The hornet on the transom was of great importance to Bastianich, who also produces a wine called Calabrone.

Bastianich plans to use the boat as a commuter between his Greenwich home and his New York businesses, as well as a pleasure craft for himself, his wife, Deanna, and their three youngsters, Olivia, Miles and Ethan. The cuddy cabin forward has a V-berth and a VacuFlush head, and there’s room for coolers and storing boat and beach gear, too, giving the express the necessary family-day amenities.

Bastianich fell in love with the look of the Dutch 29-footer when he saw it for sale in New York. While the vessel had suffered from being stored outside, it fit Bastianich’s vision of a “vintage-style commuter/picnic boat with a Venetian patina to the look and feel,” a boat with classic lines and cutting-edge technology. He found Helbig’s yard through the Steyr Motors North America dealer listings, and dropped the boat off in Noank in October 2008 with a short list of fixes. But Helbig could see more was needed.

“The brightwork was a given and we knew the mechanicals were going to need addressing, even though they weren’t on the original list,” he says.
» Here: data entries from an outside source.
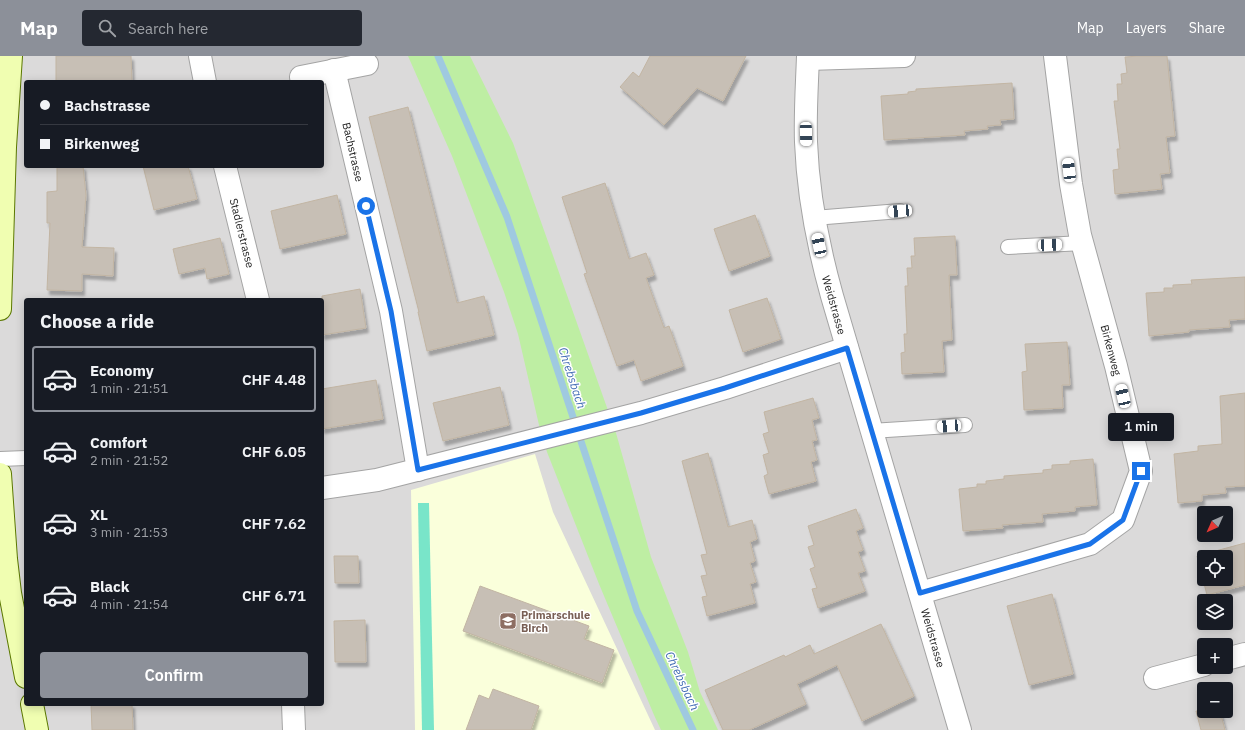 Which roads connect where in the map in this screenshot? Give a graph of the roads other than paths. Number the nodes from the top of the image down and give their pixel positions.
1 (11, 56) edge
2 (200, 56) edge
3 (904, 56) edge
4 (1055, 56) edge
5 (808, 58) edge
6 (367, 64) dead end
7 (334, 70) junction
8 (301, 77) dead end
9 (205, 80) edge
10 (225, 168) edge
11 (2, 178) edge
12 (900, 211) dead end
13 (814, 218) junction
14 (1083, 244) junction
15 (1008, 247) dead end
16 (258, 298) edge
17 (0, 309) edge
18 (847, 348) junction
19 (965, 425) dead end
20 (871, 431) junction
21 (24, 458) edge
22 (0, 459) edge
23 (418, 470) junction
24 (0, 474) edge
25 (324, 488) edge
26 (920, 593) junction
27 (1245, 654) edge
28 (1233, 657) edge
29 (24, 666) edge
30 (1197, 667) edge
31 (1155, 678) dead end
32 (32, 706) edge
33 (293, 706) edge
34 (37, 730) edge
35 (294, 730) edge
36 (960, 730) edge

1 - 11 main road
2 - 9 street
3 - 5 street
4 - 14 street, Birkenweg
5 - 13 street, Weidstrasse
6 - 7 street
7 - 8 street
7 - 23 street, Bachstrasse
10 - 16 street, Stadlerstrasse
11 - 17 main road
12 - 13 lane
13 - 18 street, Weidstrasse
14 - 15 lane
14 - 26 street, Birkenweg
18 - 20 street, Weidstrasse
18 - 23 street
19 - 20 lane
20 - 26 street, Weidstrasse
21 - 22 lane
23 - 25 street
24 - 29 main road
26 - 36 street, Weidstrasse
27 - 28 street
30 - 31 street
32 - 34 main road
33 - 35 street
With the yard busy during haul-out, the Dutch launch sat through the fall.

A Jan. 14 meeting with Bastianich at the Noank yard started the ball rolling. “I felt very comfortable at our first meeting,” says Helbig. “Joe Bastianich came across as knowledgeable about boats and very focused. He seemed like a practical owner who knew what he wanted — and didn’t want — and why.”

Work performed during the next 16 weeks included:

• Modifying vintage 2000 212-hp Steyrs’ ECUs and running NMEA 2000 cabling to create an interface between the engines and the new GPS display.

• Changing the fuel filtration system to use Seaboard Marine Seamax fuel filters, which will filter both diesel and biodiesel.

• Installing new wiring and adding a battery charger.

• Making a new canvas cockpit cover with standing headroom, per Bastianich’s instructions. “This was critical to the ‘look’ of the boat,” says Helbig. “We knew we had to nail this one.”

Renovating and restoring the decks and brightwork required more than just stripping and refinishing. Much of the deck joinery had suffered; hatches wouldn’t close, hinges didn’t work and screws were pulling out. “All this had to be taken apart and put back together before we could even begin to refinish it,” says Helbig.

Then there was the transom, which had to be taken down to bare wood and the varnish built back up. A name and hail port and an image of Bastianich’s vineyard hornet were called for, as well. “Obviously, this was another of those things we had to get ‘just right,’ ” says Helbig.

The result is impressive: the name is rendered in script in 24-karat gold leaf, with a dark blue outline. The hornet highlights the layout.

In fact, the Internet was instrumental throughout the project, used to develop contacts with outside sources and to stay in touch. “I think we had maybe four hours of face-to-face meetings during the whole project,” says Helbig. “Every Friday, I would send Joe 20 or 30 pictures covering what we did that week.”

What really made it all work was the element of trust between owner and yard.

Bastianich was willing to give the yard plenty of room to make decisions, but the crew knew he demanded results, says Helbig. Their goal was to produce the kind of boat that people would recognize as “Joe’s boat.”

“I think we delivered the ‘look’ that he was trying to achieve, a classic look married with a successful introduction of cutting-edge technology,” Helbig says. “Joe has seen some nice boats in his travels — I think we met his best expectations.”

Bastianich concurs. “I first got to Ron because he was the only authorized Steyr dealer on the East Coast,” he says. “But I quickly grew to like and respect him. He brought a level of dedication and passion to the product that I have rarely seen in any field. He was able to share and direct my vision to re-create the Calabrone as a boat of dreams.”